Items from a data source
■ ■ ■ ■

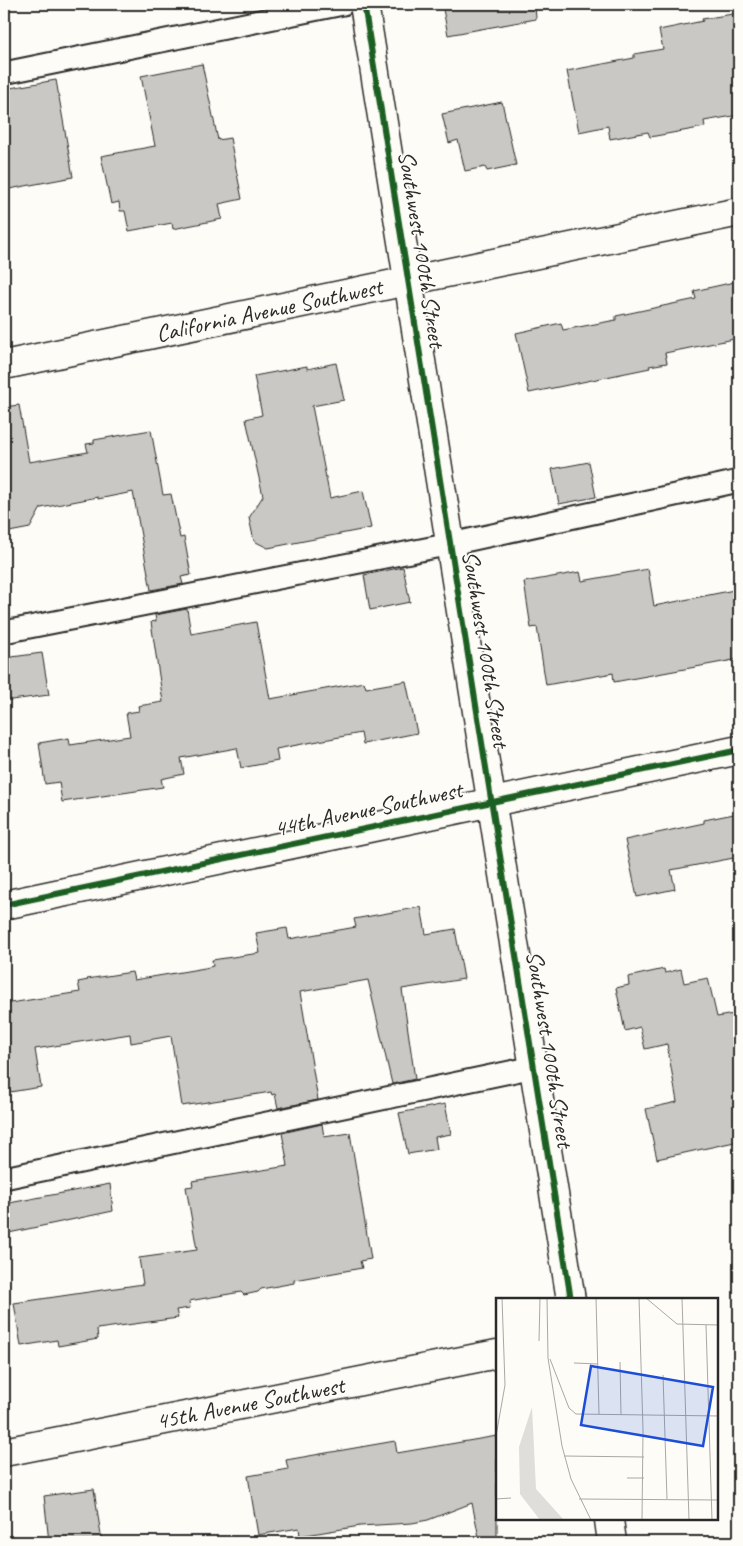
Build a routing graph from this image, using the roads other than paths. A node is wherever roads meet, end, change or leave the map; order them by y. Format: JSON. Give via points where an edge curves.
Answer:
{"nodes":[{"id":1,"x":343,"y":4,"type":"edge"},
{"id":2,"x":364,"y":4,"type":"edge"},
{"id":3,"x":4,"y":72,"type":"edge"},
{"id":4,"x":739,"y":212,"type":"edge"},
{"id":5,"x":408,"y":282,"type":"junction"},
{"id":6,"x":4,"y":365,"type":"edge"},
{"id":7,"x":739,"y":481,"type":"edge"},
{"id":8,"x":451,"y":544,"type":"junction"},
{"id":9,"x":4,"y":632,"type":"edge"},
{"id":10,"x":739,"y":750,"type":"edge"},
{"id":11,"x":492,"y":803,"type":"junction"},
{"id":12,"x":4,"y":905,"type":"edge"},
{"id":13,"x":534,"y":1066,"type":"junction"},
{"id":14,"x":4,"y":1178,"type":"edge"},
{"id":15,"x":571,"y":1298,"type":"edge"},
{"id":16,"x":496,"y":1354,"type":"edge"},
{"id":17,"x":4,"y":1452,"type":"edge"},
{"id":18,"x":608,"y":1521,"type":"edge"},
{"id":19,"x":612,"y":1542,"type":"edge"}],
"edges":[{"from":1,"to":3,"type":"lane"},
{"from":2,"to":5,"type":"street","name":"Southwest 100th Street"},
{"from":4,"to":5,"type":"street","name":"California Avenue Southwest"},
{"from":5,"to":6,"type":"street","name":"California Avenue Southwest"},
{"from":5,"to":8,"type":"street","name":"Southwest 100th Street"},
{"from":7,"to":8,"type":"lane"},
{"from":8,"to":9,"type":"lane"},
{"from":8,"to":11,"type":"street","name":"Southwest 100th Street"},
{"from":10,"to":11,"type":"street","name":"44th Avenue Southwest"},
{"from":11,"to":12,"type":"street","name":"44th Avenue Southwest"},
{"from":11,"to":13,"type":"street","name":"Southwest 100th Street"},
{"from":13,"to":14,"type":"lane"},
{"from":13,"to":15,"type":"street","name":"Southwest 100th Street"},
{"from":16,"to":17,"type":"street","name":"45th Avenue Southwest"},
{"from":18,"to":19,"type":"street"}]}
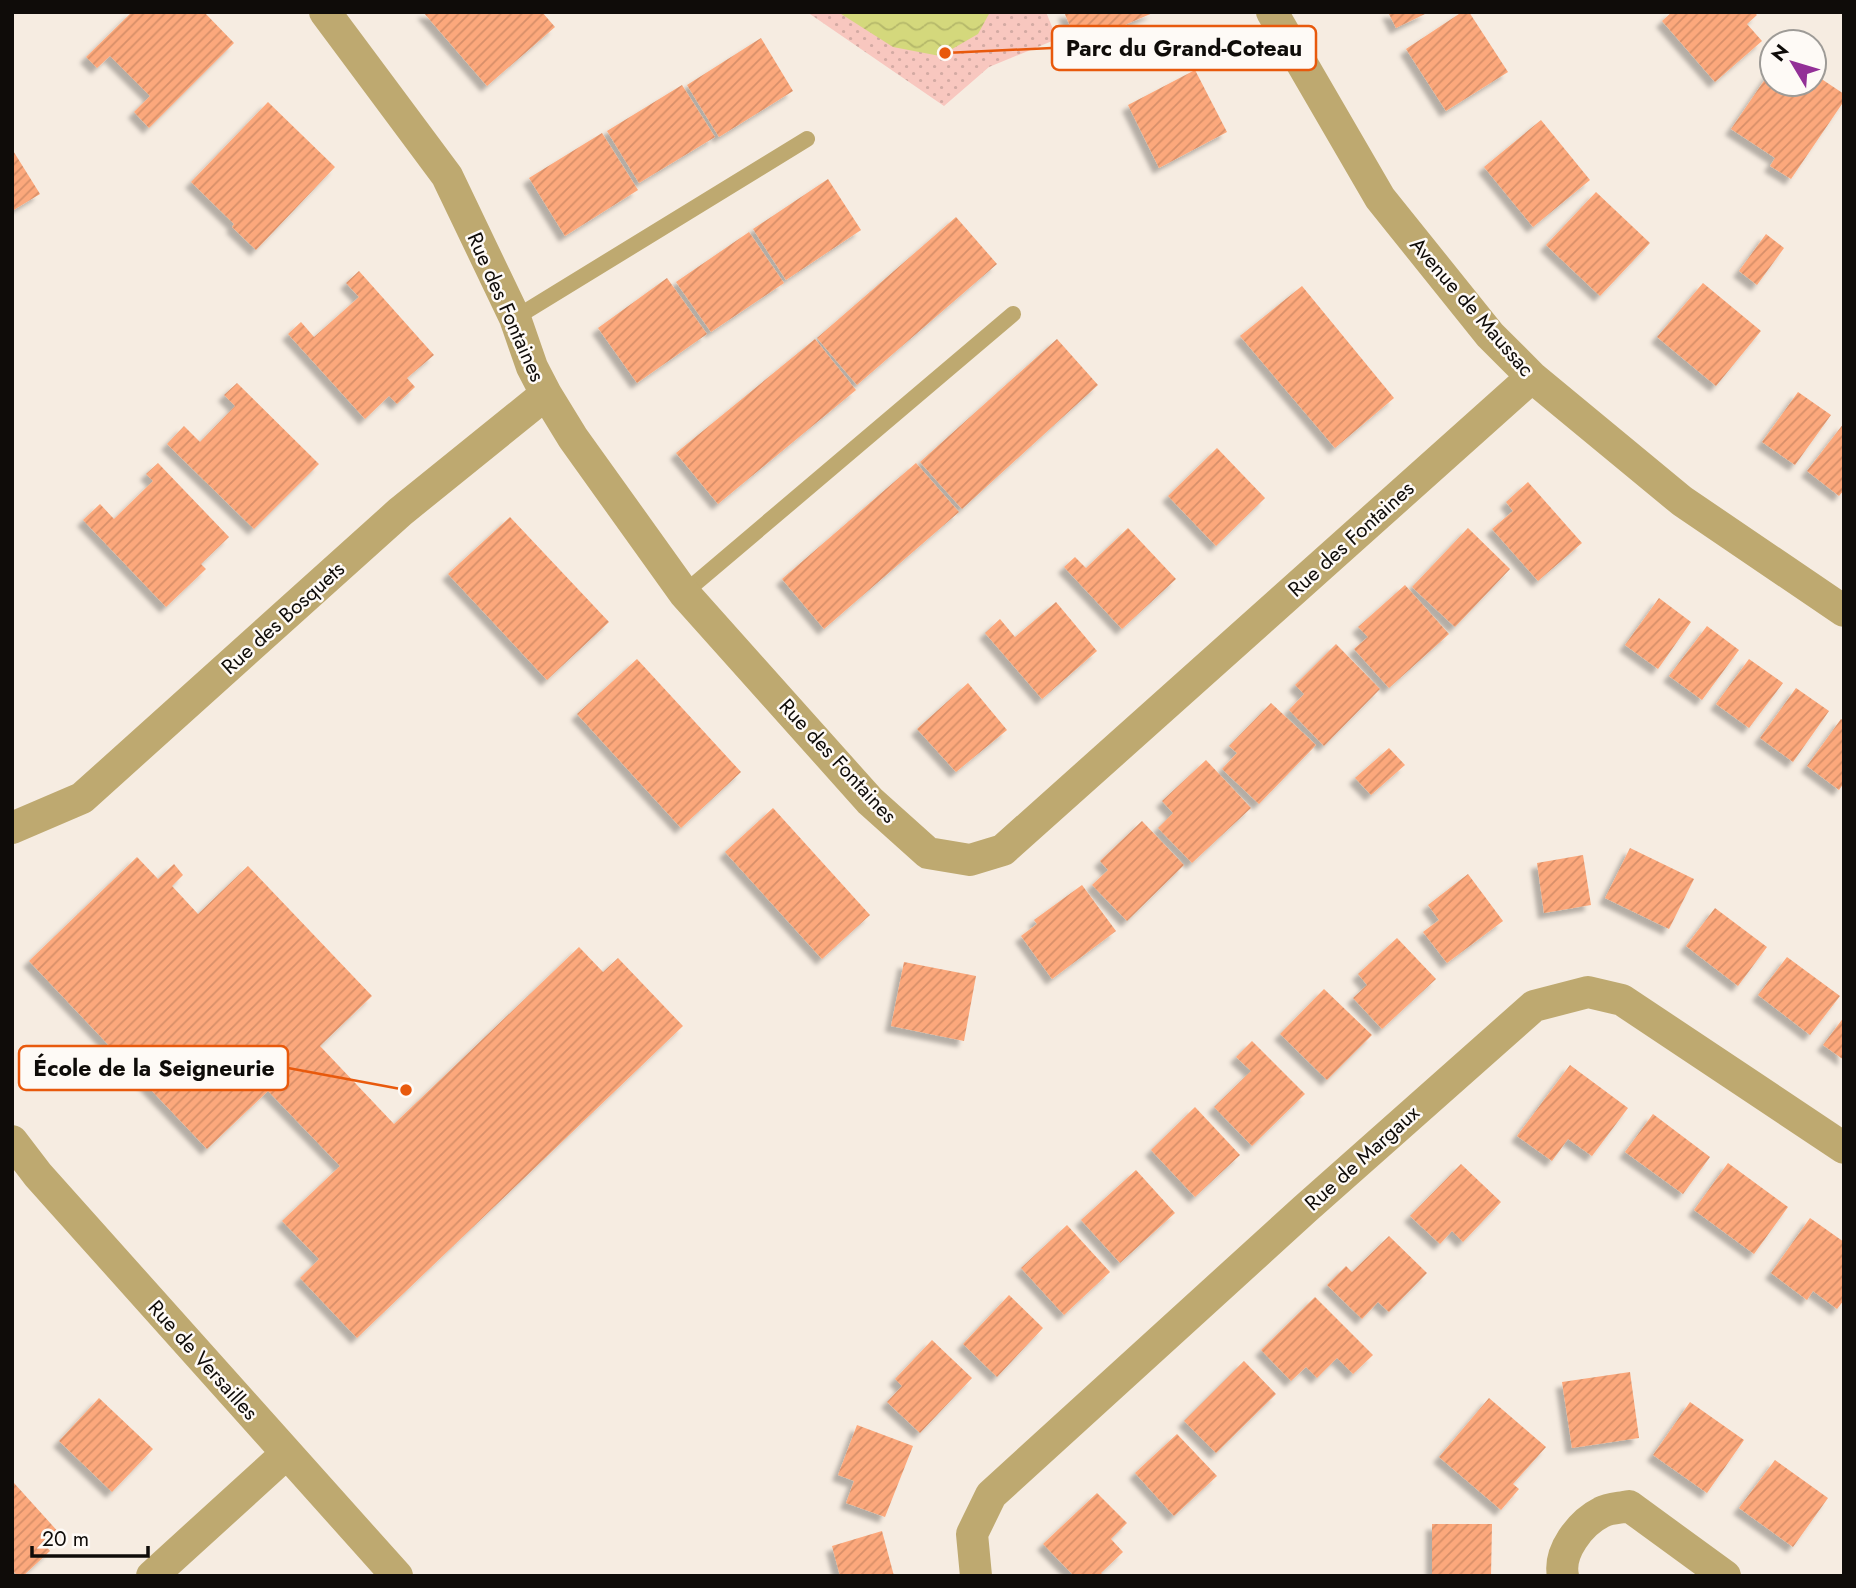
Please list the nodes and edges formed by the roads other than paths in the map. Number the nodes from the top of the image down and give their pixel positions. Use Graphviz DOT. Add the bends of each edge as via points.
graph roads {
  1 [pos="325,12"];
  2 [pos="1272,12"];
  3 [pos="807,139"];
  4 [pos="1013,314"];
  5 [pos="515,318"];
  6 [pos="1532,377"];
  7 [pos="546,394"];
  8 [pos="684,593"];
  9 [pos="1844,611"];
  10 [pos="12,828"];
  11 [pos="12,1141"];
  12 [pos="1844,1148"];
  13 [pos="286,1454"];
  14 [pos="152,1576"];
  15 [pos="397,1576"];
  16 [pos="976,1576"];
  17 [pos="1563,1576"];
  18 [pos="1726,1576"];
  1 -- 5 [label="street, Rue des Fontaines" via="447,176"];
  2 -- 6 [label="street, Avenue de Maussac" via="1380,198 1447,285"];
  3 -- 5 [label="lane"];
  4 -- 8 [label="lane"];
  5 -- 7 [label="street, Rue des Fontaines"];
  6 -- 8 [label="street, Rue des Fontaines" via="1003,850 970,860 928,853 870,801"];
  6 -- 9 [label="street, Avenue de Maussac" via="1682,501"];
  7 -- 8 [label="street, Rue des Fontaines"];
  7 -- 10 [label="street, Rue des Bosquets" via="400,512 82,798"];
  11 -- 13 [label="street, Rue de Versailles"];
  12 -- 16 [label="street, Rue de Margaux" via="1622,1000 1588,992 1534,1006 991,1495 972,1534"];
  13 -- 14 [label="street"];
  13 -- 15 [label="street, Rue de Versailles"];
  17 -- 18 [label="street" via="1560,1563 1577,1532 1602,1511 1629,1506"];
}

■ ■ ■ ■

Exercise instructions:
Count every line in the preceding entries where the string "California" appears, then state only the total.

Completed exercise:
2